Last week I kicked off my MBA Mondays series on Employee Equity. Today I am going to talk about one of the most important things you need to understand about employee equity; it is likely to be diluted over time.
When you start a company, you and your founders own 100% of the company. That is usually in the form of founders stock. If you never raise any outside capital and you never give any stock away to employees or others, then you can keep all of that equity for yourself. It happens a lot in small businesses. But in high growth tech companies like the kind I work with, it is very rare to see the founders keep 100% of the business.

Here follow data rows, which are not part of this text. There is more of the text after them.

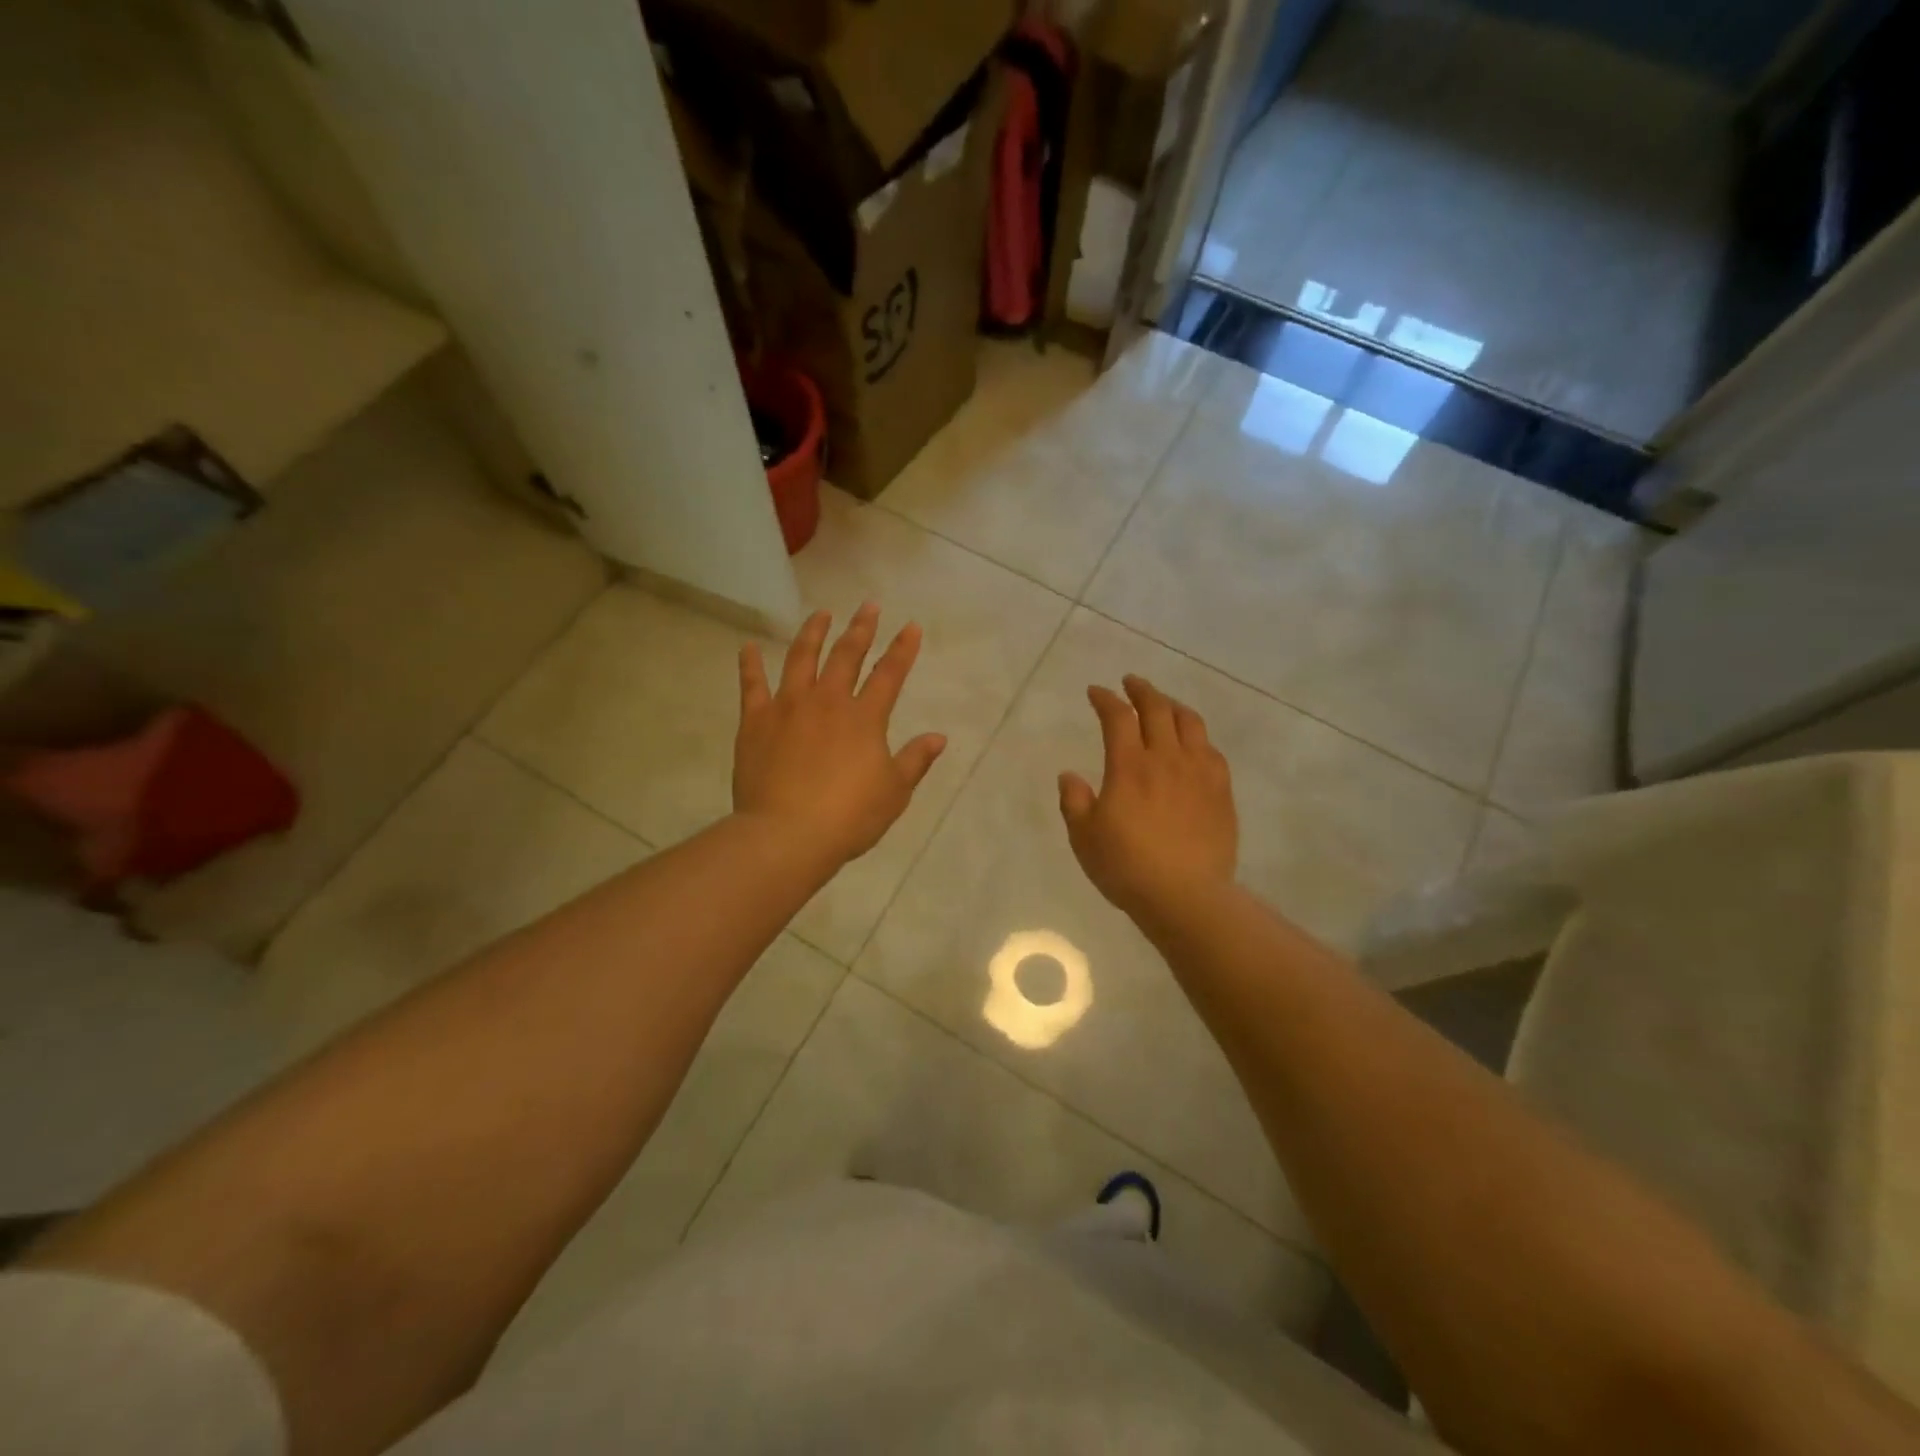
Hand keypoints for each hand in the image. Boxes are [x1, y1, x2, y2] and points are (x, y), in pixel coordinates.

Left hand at [734, 603, 946, 866]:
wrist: (786, 835)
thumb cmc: (848, 817)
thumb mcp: (894, 793)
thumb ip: (916, 760)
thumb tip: (939, 737)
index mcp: (864, 718)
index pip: (889, 674)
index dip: (903, 649)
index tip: (911, 626)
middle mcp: (827, 701)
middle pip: (846, 655)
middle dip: (860, 628)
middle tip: (868, 606)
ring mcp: (788, 707)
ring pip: (801, 658)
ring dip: (812, 633)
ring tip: (820, 614)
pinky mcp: (756, 721)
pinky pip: (752, 685)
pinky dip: (749, 664)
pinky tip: (748, 648)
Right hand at [1059, 675, 1237, 919]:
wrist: (1186, 896)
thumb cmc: (1127, 867)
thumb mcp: (1084, 837)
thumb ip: (1074, 801)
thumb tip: (1069, 774)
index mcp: (1130, 766)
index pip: (1118, 717)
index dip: (1105, 699)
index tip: (1096, 692)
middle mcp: (1167, 758)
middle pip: (1158, 709)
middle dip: (1141, 690)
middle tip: (1130, 682)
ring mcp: (1199, 772)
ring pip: (1190, 723)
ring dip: (1173, 706)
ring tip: (1164, 704)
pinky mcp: (1222, 791)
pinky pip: (1212, 750)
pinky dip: (1198, 737)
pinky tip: (1194, 744)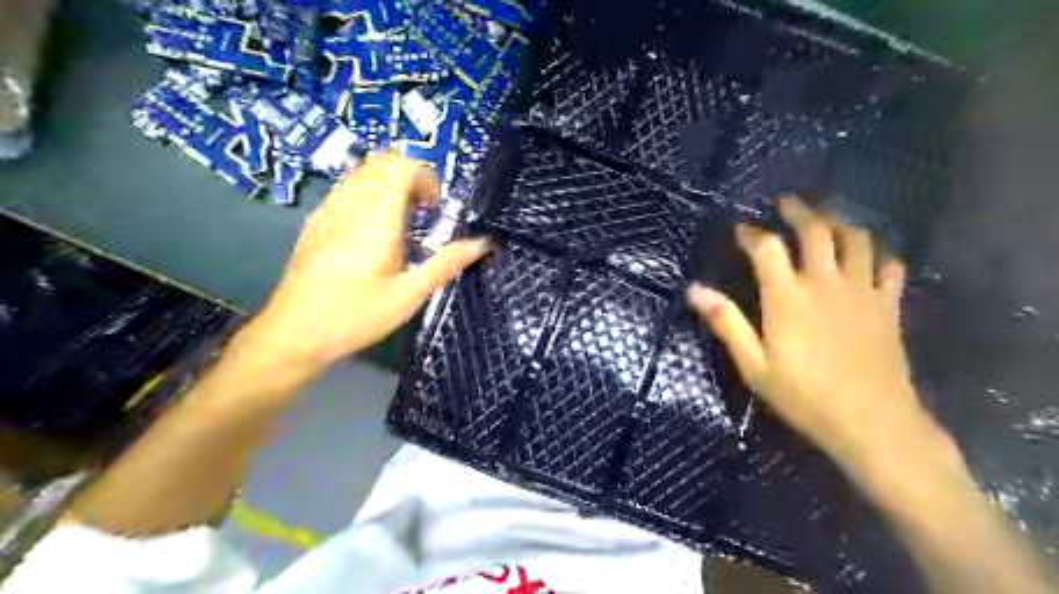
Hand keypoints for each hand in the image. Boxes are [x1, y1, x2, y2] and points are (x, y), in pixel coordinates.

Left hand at [237, 153, 488, 385]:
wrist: (293, 333)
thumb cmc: (356, 316)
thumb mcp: (408, 296)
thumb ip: (446, 264)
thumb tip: (482, 243)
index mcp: (376, 219)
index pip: (400, 167)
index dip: (425, 177)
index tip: (436, 207)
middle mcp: (350, 205)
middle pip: (380, 162)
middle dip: (409, 177)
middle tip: (424, 212)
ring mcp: (328, 210)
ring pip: (361, 173)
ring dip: (389, 184)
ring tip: (402, 221)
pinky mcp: (316, 222)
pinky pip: (346, 189)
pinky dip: (369, 194)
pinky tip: (374, 231)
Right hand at [696, 197, 933, 465]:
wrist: (872, 422)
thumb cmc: (804, 396)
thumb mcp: (753, 364)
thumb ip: (725, 322)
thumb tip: (694, 290)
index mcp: (788, 297)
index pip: (768, 249)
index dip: (752, 235)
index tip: (741, 230)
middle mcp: (825, 283)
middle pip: (816, 230)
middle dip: (799, 211)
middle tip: (786, 202)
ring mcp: (861, 291)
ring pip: (857, 239)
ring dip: (839, 221)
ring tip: (826, 217)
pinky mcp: (888, 306)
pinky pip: (889, 266)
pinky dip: (879, 253)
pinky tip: (870, 254)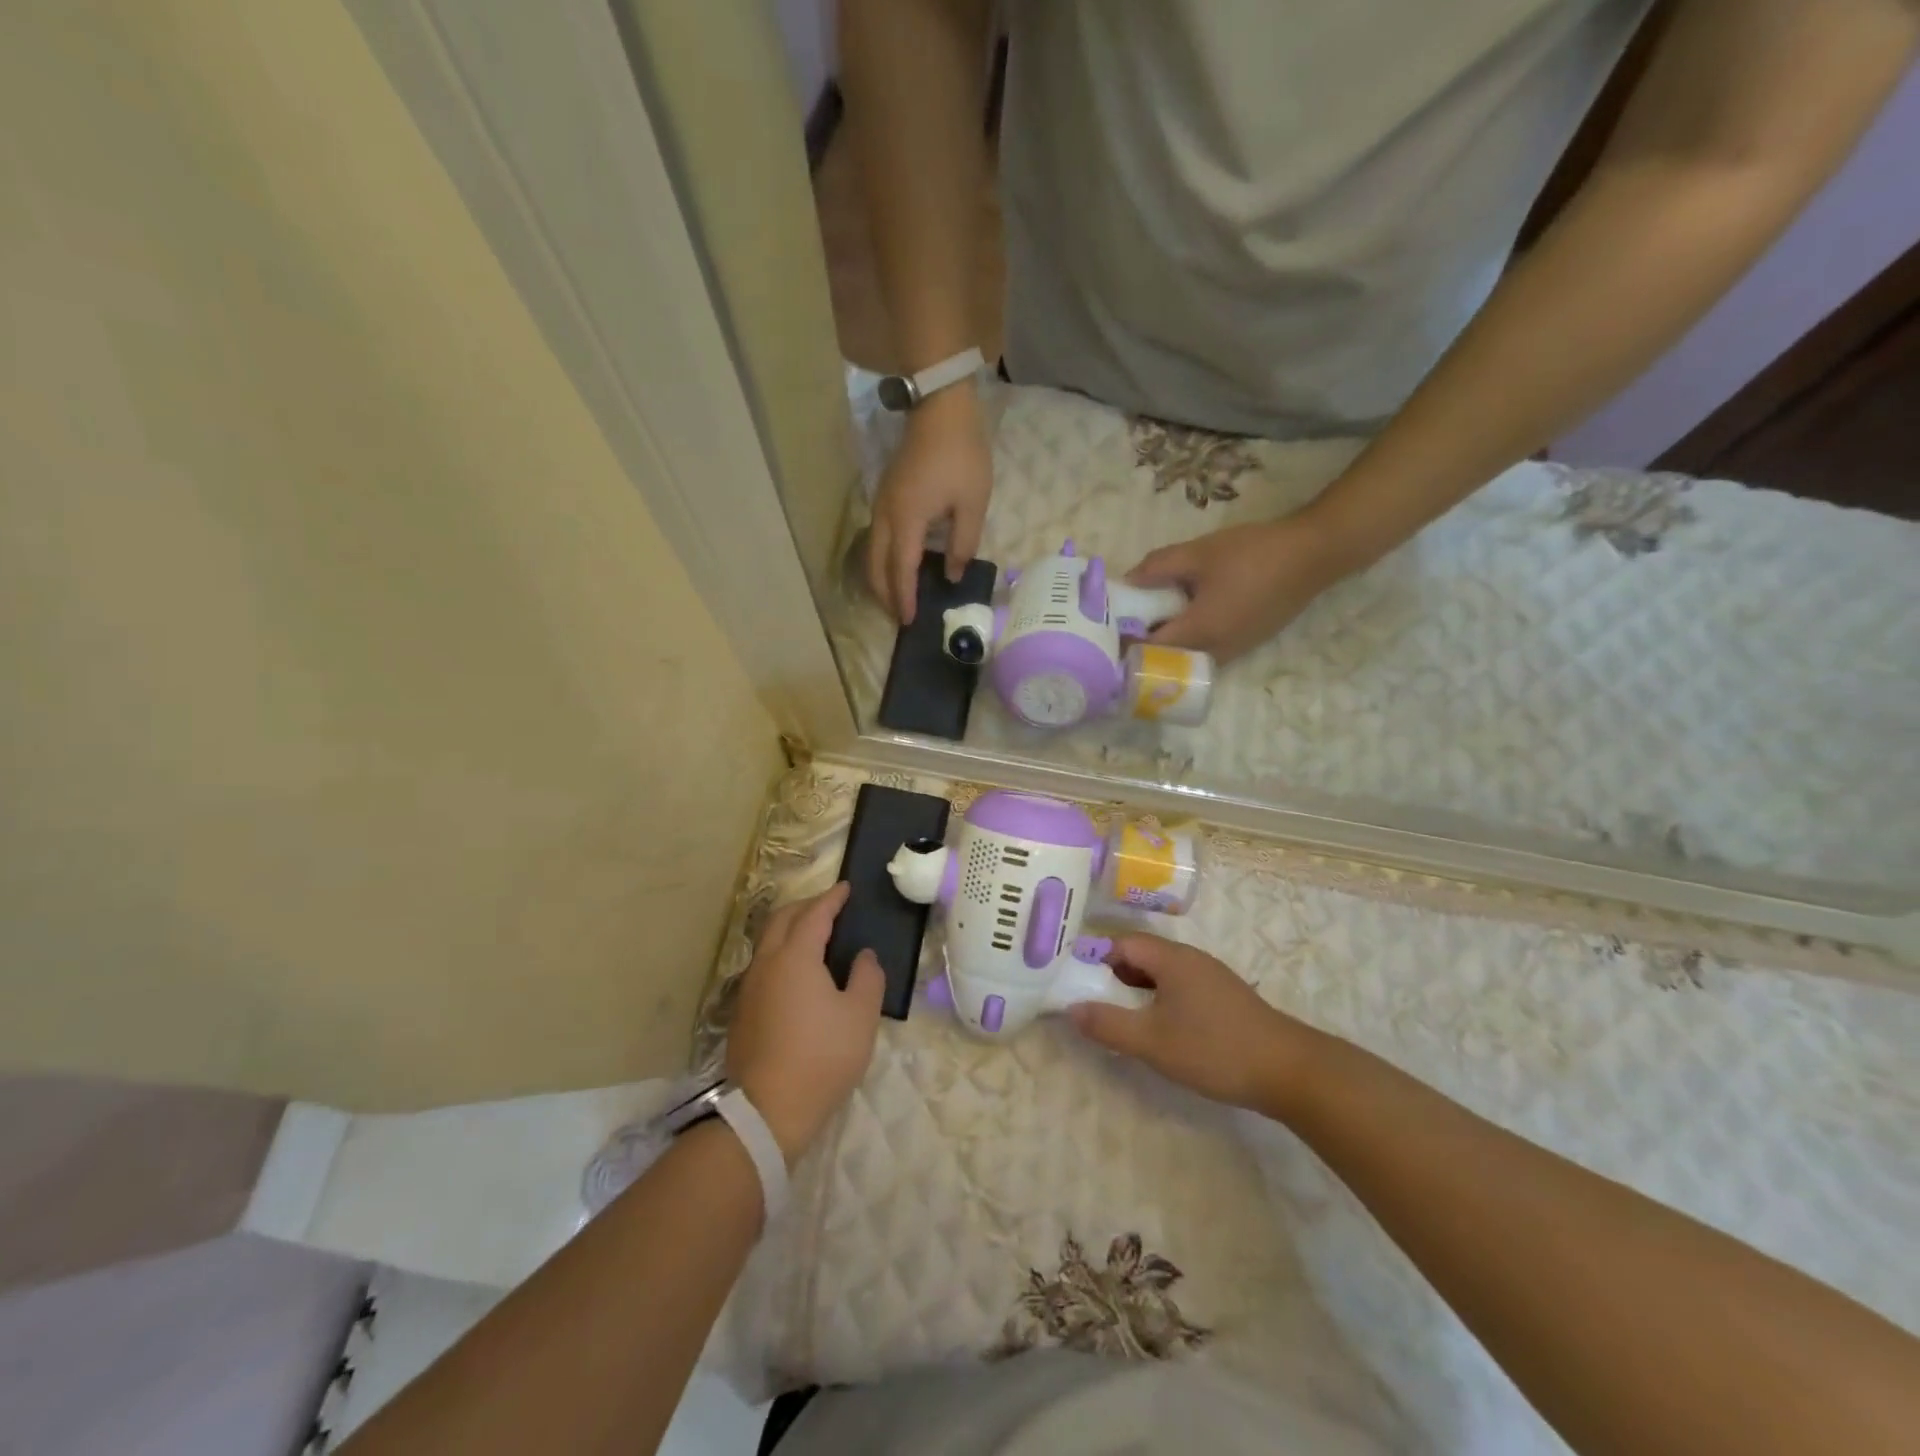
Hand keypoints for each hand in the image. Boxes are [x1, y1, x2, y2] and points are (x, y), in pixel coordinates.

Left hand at [726, 883, 884, 1163]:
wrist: (767, 1111)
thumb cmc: (822, 1057)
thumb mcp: (860, 1016)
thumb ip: (867, 977)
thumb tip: (863, 956)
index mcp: (796, 957)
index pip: (814, 915)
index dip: (832, 898)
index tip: (846, 888)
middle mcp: (766, 964)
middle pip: (782, 920)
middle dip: (806, 906)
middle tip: (830, 906)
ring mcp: (749, 988)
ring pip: (768, 942)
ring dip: (790, 929)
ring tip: (814, 935)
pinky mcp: (742, 1012)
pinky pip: (763, 965)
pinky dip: (782, 953)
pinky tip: (797, 972)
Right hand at [866, 383, 993, 623]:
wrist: (940, 406)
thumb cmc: (961, 454)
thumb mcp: (972, 503)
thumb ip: (963, 544)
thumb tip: (951, 575)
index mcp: (907, 521)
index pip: (901, 570)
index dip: (905, 598)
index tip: (909, 622)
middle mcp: (886, 516)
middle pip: (876, 566)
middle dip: (885, 594)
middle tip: (899, 617)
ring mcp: (881, 504)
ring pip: (871, 552)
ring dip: (880, 579)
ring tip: (896, 597)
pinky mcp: (884, 495)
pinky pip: (876, 538)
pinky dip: (882, 560)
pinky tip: (898, 567)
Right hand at [1068, 933, 1316, 1114]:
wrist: (1290, 1071)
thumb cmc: (1214, 1049)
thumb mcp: (1152, 1041)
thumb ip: (1108, 1024)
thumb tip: (1070, 1009)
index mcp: (1171, 958)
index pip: (1121, 943)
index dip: (1094, 958)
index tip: (1073, 980)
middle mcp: (1190, 959)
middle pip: (1141, 956)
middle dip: (1112, 976)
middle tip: (1091, 1003)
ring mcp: (1210, 978)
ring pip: (1161, 975)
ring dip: (1136, 992)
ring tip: (1119, 1019)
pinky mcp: (1224, 999)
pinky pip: (1178, 989)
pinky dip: (1158, 1002)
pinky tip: (1157, 1030)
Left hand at [1126, 513, 1358, 661]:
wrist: (1315, 554)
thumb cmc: (1254, 553)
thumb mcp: (1199, 553)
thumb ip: (1158, 567)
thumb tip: (1127, 580)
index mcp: (1200, 632)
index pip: (1150, 651)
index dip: (1126, 643)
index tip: (1108, 630)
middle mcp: (1215, 652)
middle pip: (1167, 661)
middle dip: (1144, 648)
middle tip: (1125, 626)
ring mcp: (1235, 651)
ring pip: (1188, 658)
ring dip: (1168, 646)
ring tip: (1150, 621)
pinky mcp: (1247, 644)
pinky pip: (1207, 651)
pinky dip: (1189, 641)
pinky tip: (1183, 617)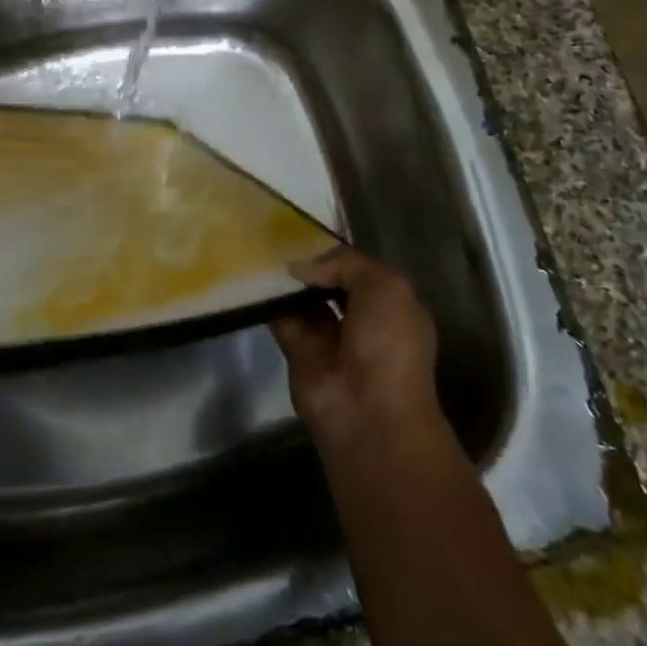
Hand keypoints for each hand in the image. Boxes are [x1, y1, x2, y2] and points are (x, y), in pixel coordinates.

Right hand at [271, 247, 449, 461]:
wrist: (367, 413)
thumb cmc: (388, 345)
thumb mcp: (385, 287)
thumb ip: (347, 263)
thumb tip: (303, 268)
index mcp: (392, 308)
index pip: (362, 271)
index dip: (339, 253)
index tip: (310, 232)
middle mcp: (362, 321)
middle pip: (330, 283)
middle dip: (310, 263)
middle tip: (280, 234)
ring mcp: (328, 338)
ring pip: (303, 298)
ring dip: (286, 280)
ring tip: (263, 248)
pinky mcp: (297, 352)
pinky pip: (280, 317)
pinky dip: (267, 300)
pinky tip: (254, 276)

The typical dilution path for founders and other holders of employee equity goes like this:
1) Founders start company and own 100% of the business in founders stock
2) Founders issue 5-10% of the company to the early employees they hire. This can be done in options but is often done in the form of restricted stock. Sometimes they even use “founders stock” for these hires. Let’s use 7.5% for our rolling dilution calculation. At this point the founders own 92.5% of the company and the employees own 7.5%.
3) A seed/angel round is done. These early investors acquire 5-20% of the business in return for supplying seed capital. Let’ use 10% for our rolling dilution calcuation. Now the founders own 83.25% of the company (92.5% times 90%), the employees own 6.75% (7.5% times 90%), and the investors own 10%.
4) A venture round is done. The VCs negotiate for 20% of the company and require an option pool of 10% after the investment be established and put into the “pre money valuation”. That means the dilution from the option pool is taken before the VC investment. There are two diluting events going on here. Let’s walk through them both.
When the 10% option pool is set up, everyone is diluted 12.5% because the option pool has to be 10% after the investment so it is 12.5% before the investment. So the founders now own 72.8% (83.25% times 87.5%), the seed investors own 8.75% (10% times 87.5%), and the employees now own 18.4% (6.8% times 87.5% plus 12.5%).
When the VC investment closes, everyone is diluted 20%. So the founders now own 58.3% (72.8% times 80%), the seed investors own 7% (8.75% times 80%), the VCs own 20%, and the employees own 14.7% (18.4% times 80%). Of that 14.7%, the new pool represents 10%.
5) Another venture round is done with an option pool refresh to keep the option pool at 10%. See the spreadsheet below to see how the dilution works in this round (and all previous rounds). By the time that the second VC round is done, the founders have been diluted from 100% to 42.1%, the early employees have been diluted from 7.5% to 3.4%, and the seed investors have been diluted from 10% to 5.1%.
I’ve uploaded this spreadsheet to google docs so all of you can look at it and play with it. If anyone finds any errors in it, please let me know and I’ll fix them.
This rolling dilution calculation is just an example. If you have diluted more than that, don’t get upset. Most founders end up with less than 42% after rounds of financing and employee grants. The point of this exercise is not to lock down onto some magic formula. Every company will be different. It is simply to lay out how dilution works for everyone in the cap table.
Here is the bottom line. If you are the first shareholder, you will take the most dilution. The earlier you join and invest in the company, the more you will be diluted. Dilution is a fact of life as a shareholder in a startup. Even after the company becomes profitable and there is no more financing related dilution, you will get diluted by ongoing option pool refreshes and M&A activity.
When you are issued employee equity, be prepared for dilution. It is not a bad thing. It is a normal part of the value creation exercise that a startup is. But you need to understand it and be comfortable with it. I hope this post has helped with that.